The federal budget will change the tax regime for older, wealthier Australians with high balances from July 1, 2017.
If the legislation is passed, the best strategy will be to have a multiple-portfolio approach, according to Rice Warner's latest report.
For decades the investment mantra from financial planners for high income earners has been to put all their clients' money in super.
Thanks to the tax benefits it was the most generous of all savings vehicles. But this straightforward, single-minded strategy needs a rethink.
Rice Warner says a retiree over the super preservation age would now be better served by having at least three portfolios: an account-based pension (or a transition to retirement pension if they are still working); a super accumulation account; and at least one non-super portfolio. It says each one can take advantage of the different tax regimes.
"There seems little doubt that more retirees in future will hold multiple super and non-super portfolios using strategies to ensure the portfolios operate smoothly together.
The degree of possible flexibility and innovation from such an approach may surprise some retirees," says the report.
What will this look like?
Pension account:
For (non-working) retirees aged over 56 with funds in a pension, the investment earnings are tax free.
When they hit 60, the income is also tax free.
But under the new rules, amounts above $1.6 million will have to be swept into an accumulation account or out of super.
Accumulation account:
The amount over $1.6 million that goes into the accumulation fund will be taxed at 15%.
But Rice Warner says that accumulation funds are still attractive because there is no ceiling on how much you can hold in them. You can contribute up to the age of 74 without meeting a work test.
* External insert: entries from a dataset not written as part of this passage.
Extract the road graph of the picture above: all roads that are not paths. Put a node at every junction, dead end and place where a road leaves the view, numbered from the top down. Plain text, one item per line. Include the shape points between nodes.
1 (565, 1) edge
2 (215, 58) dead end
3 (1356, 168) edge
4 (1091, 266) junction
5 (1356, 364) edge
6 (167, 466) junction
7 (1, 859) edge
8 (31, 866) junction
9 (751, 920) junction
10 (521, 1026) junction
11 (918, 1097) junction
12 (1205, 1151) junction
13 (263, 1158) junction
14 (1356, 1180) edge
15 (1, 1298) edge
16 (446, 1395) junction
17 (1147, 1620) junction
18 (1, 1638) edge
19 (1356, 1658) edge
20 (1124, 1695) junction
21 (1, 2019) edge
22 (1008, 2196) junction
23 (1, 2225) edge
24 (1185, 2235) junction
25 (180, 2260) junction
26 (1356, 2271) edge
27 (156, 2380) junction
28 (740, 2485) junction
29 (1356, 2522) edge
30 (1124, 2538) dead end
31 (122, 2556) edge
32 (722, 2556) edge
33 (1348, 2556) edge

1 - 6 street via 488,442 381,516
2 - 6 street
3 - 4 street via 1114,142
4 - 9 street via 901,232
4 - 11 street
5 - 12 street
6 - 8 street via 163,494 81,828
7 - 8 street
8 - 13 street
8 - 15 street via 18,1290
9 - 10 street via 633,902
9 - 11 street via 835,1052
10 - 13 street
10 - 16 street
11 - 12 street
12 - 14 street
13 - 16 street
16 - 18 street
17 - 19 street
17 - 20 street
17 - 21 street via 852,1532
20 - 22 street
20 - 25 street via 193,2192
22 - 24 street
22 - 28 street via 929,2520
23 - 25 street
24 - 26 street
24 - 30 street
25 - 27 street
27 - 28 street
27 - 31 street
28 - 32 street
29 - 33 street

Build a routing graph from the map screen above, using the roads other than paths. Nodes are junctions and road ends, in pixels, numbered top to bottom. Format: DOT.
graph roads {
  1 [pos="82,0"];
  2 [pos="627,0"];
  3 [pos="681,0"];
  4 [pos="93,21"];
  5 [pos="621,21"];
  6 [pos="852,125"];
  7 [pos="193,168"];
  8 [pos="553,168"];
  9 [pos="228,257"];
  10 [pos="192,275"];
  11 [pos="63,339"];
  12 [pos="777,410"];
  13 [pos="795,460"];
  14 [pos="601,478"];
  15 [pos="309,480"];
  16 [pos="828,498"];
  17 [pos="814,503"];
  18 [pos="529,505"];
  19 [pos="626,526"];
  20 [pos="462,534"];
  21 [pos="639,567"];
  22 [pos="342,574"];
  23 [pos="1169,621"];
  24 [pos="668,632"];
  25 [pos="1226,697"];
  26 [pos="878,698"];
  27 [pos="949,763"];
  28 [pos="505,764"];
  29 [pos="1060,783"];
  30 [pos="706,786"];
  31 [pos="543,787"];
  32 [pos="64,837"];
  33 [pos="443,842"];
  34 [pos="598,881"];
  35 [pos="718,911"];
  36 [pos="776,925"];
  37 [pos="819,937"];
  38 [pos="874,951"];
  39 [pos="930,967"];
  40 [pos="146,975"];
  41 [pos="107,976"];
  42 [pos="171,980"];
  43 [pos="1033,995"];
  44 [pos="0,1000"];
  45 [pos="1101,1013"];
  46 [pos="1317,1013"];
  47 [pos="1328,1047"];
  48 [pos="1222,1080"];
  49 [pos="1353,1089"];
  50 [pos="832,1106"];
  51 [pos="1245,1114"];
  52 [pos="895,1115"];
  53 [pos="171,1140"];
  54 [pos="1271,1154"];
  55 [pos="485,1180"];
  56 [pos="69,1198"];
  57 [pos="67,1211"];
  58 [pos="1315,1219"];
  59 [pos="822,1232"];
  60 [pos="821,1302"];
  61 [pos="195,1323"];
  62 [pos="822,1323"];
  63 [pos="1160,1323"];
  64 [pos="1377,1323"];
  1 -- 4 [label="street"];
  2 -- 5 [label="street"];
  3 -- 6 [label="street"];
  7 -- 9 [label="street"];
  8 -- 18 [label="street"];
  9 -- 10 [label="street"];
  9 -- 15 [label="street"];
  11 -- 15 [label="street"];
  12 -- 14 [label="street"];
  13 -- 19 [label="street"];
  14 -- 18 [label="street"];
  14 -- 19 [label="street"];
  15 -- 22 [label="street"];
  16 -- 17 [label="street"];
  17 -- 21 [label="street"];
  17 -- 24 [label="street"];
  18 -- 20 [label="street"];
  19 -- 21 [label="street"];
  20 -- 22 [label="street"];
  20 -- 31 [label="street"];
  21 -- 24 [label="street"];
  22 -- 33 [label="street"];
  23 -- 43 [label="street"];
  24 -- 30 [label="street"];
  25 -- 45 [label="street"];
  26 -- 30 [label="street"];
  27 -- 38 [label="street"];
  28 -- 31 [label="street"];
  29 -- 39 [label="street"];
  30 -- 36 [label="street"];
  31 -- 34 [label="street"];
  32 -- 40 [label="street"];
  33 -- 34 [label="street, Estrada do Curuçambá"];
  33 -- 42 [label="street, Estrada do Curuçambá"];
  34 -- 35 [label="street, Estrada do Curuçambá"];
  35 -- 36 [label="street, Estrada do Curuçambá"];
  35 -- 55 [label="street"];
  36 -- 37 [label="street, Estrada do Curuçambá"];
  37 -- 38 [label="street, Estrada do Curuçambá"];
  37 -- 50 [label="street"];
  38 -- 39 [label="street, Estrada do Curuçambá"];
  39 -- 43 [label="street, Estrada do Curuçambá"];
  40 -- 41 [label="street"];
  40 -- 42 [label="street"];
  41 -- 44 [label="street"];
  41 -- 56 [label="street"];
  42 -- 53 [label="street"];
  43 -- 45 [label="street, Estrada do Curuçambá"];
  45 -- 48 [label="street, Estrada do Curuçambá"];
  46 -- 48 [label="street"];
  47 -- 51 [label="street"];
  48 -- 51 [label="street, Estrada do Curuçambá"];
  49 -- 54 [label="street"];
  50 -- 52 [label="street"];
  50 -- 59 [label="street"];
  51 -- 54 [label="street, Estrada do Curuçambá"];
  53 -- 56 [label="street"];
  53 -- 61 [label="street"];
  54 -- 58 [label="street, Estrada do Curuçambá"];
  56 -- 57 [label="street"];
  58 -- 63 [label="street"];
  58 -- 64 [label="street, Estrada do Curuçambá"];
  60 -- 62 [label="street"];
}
"Retirees can potentially keep building up their accumulation accounts into old age and would be able to make concessional contributions of up to $25,000 by claiming personal tax deductions against their non-super investment income," explains Rice Warner.
Non-super investments:
Retirees can have an investment with no onerous rules by placing it outside super.
When you reach 65, take advantage of the standard $18,200 tax-free threshold, the senior Australians and pensioners tax offset (SAPTO) and the low income tax offset (LITO).
This means that an eligible couple can receive an income of up to $57,948 without paying income tax.